Я долго, несколько часов, просидела, бездумно глядя в окно. Думать было не о чем, планировать ничего не могла. Если не хочу дать задний ход, а я решительно не хочу, то нужно просто ждать, отдаться на милость Игоря. Чтобы не сойти с ума из-за всех обрушившихся несчастий, я мысленно разговаривала с неродившейся дочкой. Она умела слушать и задавала толковые вопросы.

Поезд подходил к Алапаевску. Я вышла в коридор налегке — в спортивном костюме и с небольшой сумочкой.

— Там же мороз! — покачала головой проводница. — Вы сразу дуба дадите!

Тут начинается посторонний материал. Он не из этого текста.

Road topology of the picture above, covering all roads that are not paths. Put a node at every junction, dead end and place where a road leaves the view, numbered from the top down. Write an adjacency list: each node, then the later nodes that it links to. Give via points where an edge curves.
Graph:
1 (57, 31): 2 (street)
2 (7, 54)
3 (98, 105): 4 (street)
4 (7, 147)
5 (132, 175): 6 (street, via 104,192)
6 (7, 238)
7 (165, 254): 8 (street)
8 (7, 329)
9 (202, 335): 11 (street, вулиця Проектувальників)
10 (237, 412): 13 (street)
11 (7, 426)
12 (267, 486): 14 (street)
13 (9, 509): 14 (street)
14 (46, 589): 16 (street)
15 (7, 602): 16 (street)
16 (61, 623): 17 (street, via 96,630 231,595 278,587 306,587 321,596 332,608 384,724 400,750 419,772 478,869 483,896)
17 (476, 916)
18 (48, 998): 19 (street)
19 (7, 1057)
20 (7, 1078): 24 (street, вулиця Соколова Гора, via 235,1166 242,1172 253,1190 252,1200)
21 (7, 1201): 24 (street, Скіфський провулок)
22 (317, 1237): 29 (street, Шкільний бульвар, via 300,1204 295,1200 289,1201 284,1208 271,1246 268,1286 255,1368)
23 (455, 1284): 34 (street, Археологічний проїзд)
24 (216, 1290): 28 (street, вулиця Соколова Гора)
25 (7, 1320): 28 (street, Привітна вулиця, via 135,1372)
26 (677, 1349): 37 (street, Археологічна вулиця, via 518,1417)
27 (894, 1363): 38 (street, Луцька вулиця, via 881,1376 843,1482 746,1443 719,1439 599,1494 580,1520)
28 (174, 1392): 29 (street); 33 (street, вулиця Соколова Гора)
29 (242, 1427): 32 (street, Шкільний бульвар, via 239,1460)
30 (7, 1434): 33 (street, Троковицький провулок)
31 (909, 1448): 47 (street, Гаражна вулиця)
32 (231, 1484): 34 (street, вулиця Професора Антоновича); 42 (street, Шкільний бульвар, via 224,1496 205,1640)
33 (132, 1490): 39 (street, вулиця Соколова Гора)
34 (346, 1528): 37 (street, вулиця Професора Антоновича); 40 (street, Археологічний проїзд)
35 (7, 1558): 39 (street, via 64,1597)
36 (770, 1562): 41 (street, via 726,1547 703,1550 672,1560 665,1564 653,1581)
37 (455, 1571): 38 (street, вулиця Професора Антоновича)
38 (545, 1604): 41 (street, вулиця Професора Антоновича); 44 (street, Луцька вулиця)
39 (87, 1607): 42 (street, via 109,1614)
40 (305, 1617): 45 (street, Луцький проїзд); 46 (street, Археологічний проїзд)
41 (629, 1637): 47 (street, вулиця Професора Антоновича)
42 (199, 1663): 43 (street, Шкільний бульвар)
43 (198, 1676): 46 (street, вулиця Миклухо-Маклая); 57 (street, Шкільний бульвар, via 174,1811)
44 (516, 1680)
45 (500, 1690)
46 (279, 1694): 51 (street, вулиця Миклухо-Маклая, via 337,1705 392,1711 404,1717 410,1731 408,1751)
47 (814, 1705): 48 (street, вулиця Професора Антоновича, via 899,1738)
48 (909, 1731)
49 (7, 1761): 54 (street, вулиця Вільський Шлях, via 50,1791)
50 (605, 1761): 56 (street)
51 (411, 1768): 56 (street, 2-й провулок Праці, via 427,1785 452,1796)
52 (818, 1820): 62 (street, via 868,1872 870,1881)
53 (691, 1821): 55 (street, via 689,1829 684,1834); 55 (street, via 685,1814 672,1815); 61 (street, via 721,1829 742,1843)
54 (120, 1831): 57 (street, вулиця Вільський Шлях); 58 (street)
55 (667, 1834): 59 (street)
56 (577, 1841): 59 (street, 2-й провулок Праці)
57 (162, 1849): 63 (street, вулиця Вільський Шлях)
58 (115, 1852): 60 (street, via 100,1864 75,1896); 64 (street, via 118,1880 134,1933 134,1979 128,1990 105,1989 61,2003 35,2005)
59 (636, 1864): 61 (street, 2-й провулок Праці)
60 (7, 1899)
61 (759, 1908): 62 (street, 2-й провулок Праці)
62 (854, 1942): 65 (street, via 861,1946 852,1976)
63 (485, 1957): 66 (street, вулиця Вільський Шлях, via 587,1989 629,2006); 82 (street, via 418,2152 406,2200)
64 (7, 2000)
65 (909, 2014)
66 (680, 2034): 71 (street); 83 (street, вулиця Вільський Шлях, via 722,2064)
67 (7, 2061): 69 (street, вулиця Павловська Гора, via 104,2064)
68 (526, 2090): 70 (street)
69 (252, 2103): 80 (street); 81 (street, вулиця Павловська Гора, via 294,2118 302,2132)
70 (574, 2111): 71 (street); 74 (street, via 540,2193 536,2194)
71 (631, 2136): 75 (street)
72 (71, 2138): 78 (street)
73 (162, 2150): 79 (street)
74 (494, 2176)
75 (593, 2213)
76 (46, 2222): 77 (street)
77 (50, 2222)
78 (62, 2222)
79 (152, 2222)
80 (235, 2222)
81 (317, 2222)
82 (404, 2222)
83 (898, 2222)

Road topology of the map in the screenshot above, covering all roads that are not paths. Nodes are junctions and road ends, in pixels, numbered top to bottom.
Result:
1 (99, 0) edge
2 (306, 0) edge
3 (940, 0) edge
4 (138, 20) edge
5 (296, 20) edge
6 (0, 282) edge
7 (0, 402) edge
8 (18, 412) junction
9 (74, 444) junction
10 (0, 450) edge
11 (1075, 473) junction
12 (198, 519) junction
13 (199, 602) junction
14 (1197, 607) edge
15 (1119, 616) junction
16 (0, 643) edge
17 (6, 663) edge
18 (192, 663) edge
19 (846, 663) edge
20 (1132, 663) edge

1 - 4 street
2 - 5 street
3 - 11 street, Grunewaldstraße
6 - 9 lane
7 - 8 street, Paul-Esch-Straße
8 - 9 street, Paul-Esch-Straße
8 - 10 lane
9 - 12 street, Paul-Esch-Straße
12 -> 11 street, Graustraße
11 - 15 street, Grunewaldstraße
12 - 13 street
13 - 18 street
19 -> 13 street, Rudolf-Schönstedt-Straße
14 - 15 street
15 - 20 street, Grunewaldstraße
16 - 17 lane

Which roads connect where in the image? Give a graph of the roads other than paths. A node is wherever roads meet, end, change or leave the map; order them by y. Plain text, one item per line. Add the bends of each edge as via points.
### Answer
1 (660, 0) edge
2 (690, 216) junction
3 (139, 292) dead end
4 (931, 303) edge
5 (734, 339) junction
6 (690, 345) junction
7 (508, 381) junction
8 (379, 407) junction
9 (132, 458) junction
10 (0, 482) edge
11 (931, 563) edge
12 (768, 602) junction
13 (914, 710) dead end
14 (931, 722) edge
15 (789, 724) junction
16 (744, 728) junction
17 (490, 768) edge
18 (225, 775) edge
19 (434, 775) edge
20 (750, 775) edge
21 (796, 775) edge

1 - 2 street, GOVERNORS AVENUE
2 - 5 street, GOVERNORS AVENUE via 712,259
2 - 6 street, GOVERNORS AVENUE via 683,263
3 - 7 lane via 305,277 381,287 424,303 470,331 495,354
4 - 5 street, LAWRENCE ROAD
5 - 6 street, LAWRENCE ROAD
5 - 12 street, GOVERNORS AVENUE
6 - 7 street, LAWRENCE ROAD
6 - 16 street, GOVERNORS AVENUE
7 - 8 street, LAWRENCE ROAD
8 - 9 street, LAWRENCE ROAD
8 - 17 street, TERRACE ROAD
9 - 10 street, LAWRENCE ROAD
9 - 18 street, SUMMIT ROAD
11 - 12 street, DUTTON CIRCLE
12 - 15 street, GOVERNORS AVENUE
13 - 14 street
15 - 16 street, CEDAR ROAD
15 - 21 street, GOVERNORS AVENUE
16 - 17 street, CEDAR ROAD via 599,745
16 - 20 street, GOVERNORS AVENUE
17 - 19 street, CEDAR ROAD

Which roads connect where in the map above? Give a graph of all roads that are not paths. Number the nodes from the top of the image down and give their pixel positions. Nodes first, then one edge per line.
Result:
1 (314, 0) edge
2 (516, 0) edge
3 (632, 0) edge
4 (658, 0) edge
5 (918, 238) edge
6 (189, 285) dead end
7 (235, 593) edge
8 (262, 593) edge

Она ушла в свое купе и вернулась с черным драповым пальто:

— Вот, возьмите!

— Мне, право, неудобно… Как же я верну его?

— Не надо возвращать. Это шинель моей сменщицы, старая. Она ее не носит. Только иногда на грязные работы на улице. Надевайте! Хоть до дому доедете!

Форменная железнодорожная шинель с металлическими пуговицами была мне велика на три размера и застегивалась почему-то на мужскую сторону. Я не видела себя со стороны, но чувствовала, что выгляжу безобразно.

* * *

Выйдя из поезда, я мгновенно замерзла. Холодный ветер задувал под шинель и гулял вокруг тела.

Поднятый воротник не спасал голову, в которой, казалось, каждый волосок стекленел от мороза.

Ноздри пощипывает — верный признак двадцати градусов ниже нуля.

Игоря я не узнала, как, впрочем, и он меня. Мы друг друга вычислили только по тому, что единственные остались на платформе.

— Кира! — позвал меня мужчина в дубленке и рыжей ондатровой шапке, остро модной четверть века назад.

— Игорь! Ты?

Приближаясь ко мне, он галантно снял шапку.

«Как перед покойницей головной убор снимает, — подумала я. — Тьфу ты, какая глупость в голову лезет! Как в храм входя, лысину оголяет».

Лысина у Игоря была пребольшая. Он не знал, как со мной здороваться: за руку, целовать? Мне было так холодно, что не до раздумий. Я двинулась навстречу, обняла и поцеловала в щеку.

— Здравствуй! Надень шапку («Лысину простудишь», — добавила мысленно фразу из детского фильма). Какой зверский холод!

— Кира! Я не купил тебе цветы, они все равно погибнут на морозе.

Если бы на его месте был Сергей или Олег, я бы не удержалась от сарказма: всегда думала, что цветы для выражения чувств, а не для хранения.

— Ну что ты! — улыбнулась ледяными губами. — Какие цветы! Пойдем, или я окончательно окоченею.

— Это все твои вещи? — Игорь показал на сумочку, висящую на моем плече.